Je pense que depuis un moment le travail de Sherpa est pris au sérieux : le fait qu’on ait réussi à obtenir la nomination d’un juge d’instruction témoigne déjà de la reconnaissance de la légitimité de Sherpa et de l’importance de ses travaux. Cela veut également dire que Sherpa a su fournir les éléments nécessaires pour que ses allégations soient prises au sérieux par les autorités judiciaires. Par ailleurs, il faut aussi comprendre que Sherpa n’aurait pas réussi à faire ouvrir une enquête judiciaire sur des chefs d’États en exercice sans éléments convaincants.
Terangaweb : La Tunisie a lancé une procédure en Suisse et en France, notamment, contre près de 300 anciens dignitaires du régime, toujours dans le cadre des biens mal acquis ? N’est-ce pas un bon signe ?

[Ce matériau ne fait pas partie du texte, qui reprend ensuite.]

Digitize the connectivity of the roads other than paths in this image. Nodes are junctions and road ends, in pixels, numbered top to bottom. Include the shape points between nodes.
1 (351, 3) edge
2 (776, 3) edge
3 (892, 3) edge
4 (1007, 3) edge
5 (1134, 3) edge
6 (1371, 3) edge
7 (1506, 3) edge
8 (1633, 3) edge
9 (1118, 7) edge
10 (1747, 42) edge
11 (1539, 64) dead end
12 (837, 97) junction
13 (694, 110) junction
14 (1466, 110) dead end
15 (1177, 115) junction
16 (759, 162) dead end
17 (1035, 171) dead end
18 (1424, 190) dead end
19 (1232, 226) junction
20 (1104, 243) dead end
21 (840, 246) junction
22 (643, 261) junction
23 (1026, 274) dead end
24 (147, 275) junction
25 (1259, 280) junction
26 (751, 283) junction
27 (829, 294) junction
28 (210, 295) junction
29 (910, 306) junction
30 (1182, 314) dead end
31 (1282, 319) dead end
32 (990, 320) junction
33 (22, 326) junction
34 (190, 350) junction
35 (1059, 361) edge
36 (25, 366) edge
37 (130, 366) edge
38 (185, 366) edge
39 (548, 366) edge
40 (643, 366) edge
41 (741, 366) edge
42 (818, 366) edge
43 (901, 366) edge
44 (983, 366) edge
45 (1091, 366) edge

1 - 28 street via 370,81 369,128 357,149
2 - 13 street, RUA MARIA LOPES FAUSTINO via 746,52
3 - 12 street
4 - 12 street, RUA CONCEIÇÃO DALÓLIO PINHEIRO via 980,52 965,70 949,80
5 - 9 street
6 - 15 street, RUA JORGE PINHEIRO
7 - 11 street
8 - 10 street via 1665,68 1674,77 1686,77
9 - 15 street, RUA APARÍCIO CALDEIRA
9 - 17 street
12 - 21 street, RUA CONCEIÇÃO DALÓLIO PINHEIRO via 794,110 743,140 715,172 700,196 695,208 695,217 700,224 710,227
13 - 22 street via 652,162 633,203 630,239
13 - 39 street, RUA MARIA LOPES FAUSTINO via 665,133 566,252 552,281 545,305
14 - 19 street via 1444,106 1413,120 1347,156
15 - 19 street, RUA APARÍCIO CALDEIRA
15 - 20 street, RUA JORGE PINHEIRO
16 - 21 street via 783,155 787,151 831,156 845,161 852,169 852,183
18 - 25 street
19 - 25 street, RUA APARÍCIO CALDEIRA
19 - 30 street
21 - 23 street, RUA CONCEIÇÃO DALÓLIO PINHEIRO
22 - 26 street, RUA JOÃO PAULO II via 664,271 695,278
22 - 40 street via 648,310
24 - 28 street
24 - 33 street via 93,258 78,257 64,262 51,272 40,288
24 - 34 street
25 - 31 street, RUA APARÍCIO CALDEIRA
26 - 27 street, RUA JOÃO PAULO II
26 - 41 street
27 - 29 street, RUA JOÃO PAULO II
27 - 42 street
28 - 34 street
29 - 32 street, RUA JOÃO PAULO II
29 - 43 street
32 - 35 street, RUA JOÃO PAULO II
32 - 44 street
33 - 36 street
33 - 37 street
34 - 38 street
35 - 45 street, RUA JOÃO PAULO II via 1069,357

Concernant des pays comme la Tunisie, il faut souligner qu’on a, là, deux cas de figure complètement différents. D’une part on a une révolution qui a conduit au départ des dirigeants qui de toute évidence étaient corrompus et qui se sont servi de leurs pouvoirs pour accumuler de l’argent et s’acheter des biens en France ; on a donc de nouvelles autorités qui, a priori, ont immédiatement besoin de ces fonds accumulés par leurs prédécesseurs pour reconstruire leur pays et partir sur de nouvelles bases. D’autre part on a trois dirigeants qui sont toujours en place qui n’ont aucun intérêt à ce qu’il y ait des enquêtes les concernant. Aussi, la coopération qui se fait avec la Tunisie est impossible avec des pays comme la Guinée Équatoriale, le Gabon ou le Congo-Brazzaville ; de plus, les biens confisqués à ces dirigeants ne peuvent être rendus aux autorités du pays tant que ces responsables sont au pouvoir.
Terangaweb : En cas de restitution de biens à un pays, Sherpa assure-t-elle le suivi de leur bonne gestion ?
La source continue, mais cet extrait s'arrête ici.